While Snowden has taunted NSA with tweets sent from his Russian hideaway, more security disasters have followed. The strange case of Harold Martin, yet another rogue defense contractor who stole gigantic amounts of classified information from the agency, constituted another Snowdenesque embarrassment, even though there’s no evidence that Martin was engaged in espionage.
Worse for Rogers was the theft of highly classified hacking tools from NSA by the so-called Shadow Brokers, which is widely believed to be a front for Russian intelligence. The dumping of those top-secret exploits online, after modification by rogue hackers, has resulted in worldwide cyberattacks impacting millions—yet another black mark on Rogers’ tenure as DIRNSA. In response to these very public setbacks, Rogers has seldom addressed the NSA workforce about them or much else.
This week’s town hall event, which was broadcast to agency facilities worldwide, was therefore met with surprise and anticipation by the NSA workforce, and Rogers did not disappoint. I have spoken with several NSA officials who witnessed the director’s talk and I’m reporting their firsthand accounts, which corroborate each other, on condition of anonymity.
In his town hall talk, Rogers reportedly admitted that President Trump asked him to discredit the FBI and James Comey, which the admiral flatly refused to do. As Rogers explained, he informed the commander in chief, “I know you won’t like it, but I have to tell what I have seen”—a probable reference to specific intelligence establishing collusion between the Kremlin and Team Trump.
Rogers then added that such SIGINT exists, and it is damning.

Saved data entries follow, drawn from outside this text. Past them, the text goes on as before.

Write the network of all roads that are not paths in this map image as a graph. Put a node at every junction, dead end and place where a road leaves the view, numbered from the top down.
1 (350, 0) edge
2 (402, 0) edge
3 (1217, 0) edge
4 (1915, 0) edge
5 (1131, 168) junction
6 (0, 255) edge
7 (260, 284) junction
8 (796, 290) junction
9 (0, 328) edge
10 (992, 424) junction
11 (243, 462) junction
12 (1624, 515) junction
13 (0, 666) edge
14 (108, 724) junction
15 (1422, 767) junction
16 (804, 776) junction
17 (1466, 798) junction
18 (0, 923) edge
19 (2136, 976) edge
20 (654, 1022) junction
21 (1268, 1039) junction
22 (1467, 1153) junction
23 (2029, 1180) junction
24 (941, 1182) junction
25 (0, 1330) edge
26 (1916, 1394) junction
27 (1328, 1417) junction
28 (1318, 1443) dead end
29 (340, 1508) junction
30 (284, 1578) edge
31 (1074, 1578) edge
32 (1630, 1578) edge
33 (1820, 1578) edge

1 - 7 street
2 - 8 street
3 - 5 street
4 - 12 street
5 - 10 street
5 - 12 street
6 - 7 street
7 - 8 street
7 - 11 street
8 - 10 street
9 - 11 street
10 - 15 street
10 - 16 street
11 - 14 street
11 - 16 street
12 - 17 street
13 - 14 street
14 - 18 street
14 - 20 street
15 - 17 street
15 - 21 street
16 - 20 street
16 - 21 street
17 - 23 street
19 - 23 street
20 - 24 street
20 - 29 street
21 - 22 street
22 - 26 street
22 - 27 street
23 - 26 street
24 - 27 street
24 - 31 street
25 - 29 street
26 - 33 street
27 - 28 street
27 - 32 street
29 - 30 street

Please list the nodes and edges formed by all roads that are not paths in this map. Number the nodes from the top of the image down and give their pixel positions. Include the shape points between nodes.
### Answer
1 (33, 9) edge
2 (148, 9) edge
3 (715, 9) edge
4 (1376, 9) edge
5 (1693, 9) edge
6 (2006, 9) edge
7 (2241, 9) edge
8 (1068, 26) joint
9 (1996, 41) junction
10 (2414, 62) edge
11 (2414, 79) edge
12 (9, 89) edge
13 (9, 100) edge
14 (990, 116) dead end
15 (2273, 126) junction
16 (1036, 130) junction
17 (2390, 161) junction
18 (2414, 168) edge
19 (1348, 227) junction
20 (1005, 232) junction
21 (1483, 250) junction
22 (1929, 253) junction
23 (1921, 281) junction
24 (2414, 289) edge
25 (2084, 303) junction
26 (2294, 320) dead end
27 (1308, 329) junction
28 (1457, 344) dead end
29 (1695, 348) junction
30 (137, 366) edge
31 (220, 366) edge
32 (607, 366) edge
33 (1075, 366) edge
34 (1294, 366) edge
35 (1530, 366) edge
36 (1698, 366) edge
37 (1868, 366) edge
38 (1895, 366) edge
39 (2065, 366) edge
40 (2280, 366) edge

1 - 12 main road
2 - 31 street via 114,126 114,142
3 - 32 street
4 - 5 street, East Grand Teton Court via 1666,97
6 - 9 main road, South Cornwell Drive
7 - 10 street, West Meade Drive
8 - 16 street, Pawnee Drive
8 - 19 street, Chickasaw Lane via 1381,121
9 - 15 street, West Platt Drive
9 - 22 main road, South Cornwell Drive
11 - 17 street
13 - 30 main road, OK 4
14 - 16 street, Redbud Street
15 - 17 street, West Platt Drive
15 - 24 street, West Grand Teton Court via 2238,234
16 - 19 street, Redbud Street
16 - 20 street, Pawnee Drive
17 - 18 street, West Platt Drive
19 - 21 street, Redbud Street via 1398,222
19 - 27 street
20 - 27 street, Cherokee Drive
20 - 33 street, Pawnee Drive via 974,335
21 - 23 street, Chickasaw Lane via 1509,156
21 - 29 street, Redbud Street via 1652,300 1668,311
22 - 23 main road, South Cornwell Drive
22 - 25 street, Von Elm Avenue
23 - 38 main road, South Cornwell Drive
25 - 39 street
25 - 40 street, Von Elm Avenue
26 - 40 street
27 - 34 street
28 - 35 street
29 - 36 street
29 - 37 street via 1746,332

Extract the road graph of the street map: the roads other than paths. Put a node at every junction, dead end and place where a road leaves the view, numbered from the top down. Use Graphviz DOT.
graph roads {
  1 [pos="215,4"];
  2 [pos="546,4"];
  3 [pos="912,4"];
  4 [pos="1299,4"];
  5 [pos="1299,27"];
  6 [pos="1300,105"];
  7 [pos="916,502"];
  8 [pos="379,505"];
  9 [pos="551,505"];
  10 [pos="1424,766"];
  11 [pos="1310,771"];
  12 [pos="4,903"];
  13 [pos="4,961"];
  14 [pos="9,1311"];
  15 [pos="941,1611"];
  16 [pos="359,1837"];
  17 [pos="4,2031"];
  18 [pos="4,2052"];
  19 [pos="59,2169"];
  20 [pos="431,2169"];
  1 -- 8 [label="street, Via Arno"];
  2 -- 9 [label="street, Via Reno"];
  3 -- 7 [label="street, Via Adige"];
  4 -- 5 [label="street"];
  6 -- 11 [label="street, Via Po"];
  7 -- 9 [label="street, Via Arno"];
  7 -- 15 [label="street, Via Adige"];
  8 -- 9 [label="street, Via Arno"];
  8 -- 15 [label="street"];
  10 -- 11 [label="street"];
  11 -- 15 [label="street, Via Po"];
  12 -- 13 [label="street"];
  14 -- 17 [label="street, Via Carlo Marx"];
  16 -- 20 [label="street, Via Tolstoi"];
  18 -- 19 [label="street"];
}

He stated, “There is no question that we [meaning NSA] have evidence of election involvement and questionable contacts with the Russians.” Although Rogers did not cite the specific intelligence he was referring to, agency officials with direct knowledge have informed me that DIRNSA was obviously referring to a series of SIGINT reports from 2016 based on intercepts of communications between known Russian intelligence officials and key members of Trump’s campaign, in which they discussed methods of damaging Hillary Clinton.
NSA employees walked out of the town hall impressed by the director’s forthright discussion of his interactions with the Trump administration, particularly with how Rogers insisted that he had no desire to “politicize” the situation beyond what the president has already done. America’s spies are unaccustomed to playing partisan politics as Trump has apparently asked them to do, and it appears that the White House’s ham-fisted effort to get NSA to attack the FBI and its credibility was a serious mistake.
It’s therefore high time for the House and Senate intelligence committees to invite Admiral Rogers to talk to them about what transpired with the White House. It’s evident that DIRNSA has something important to say. Since Mike Rogers is said to have kept notes of the president’s effort to enlist him in Trump’s personal war with the FBI, as any seasoned Beltway bureaucrat would do, his account ought to be impressively detailed.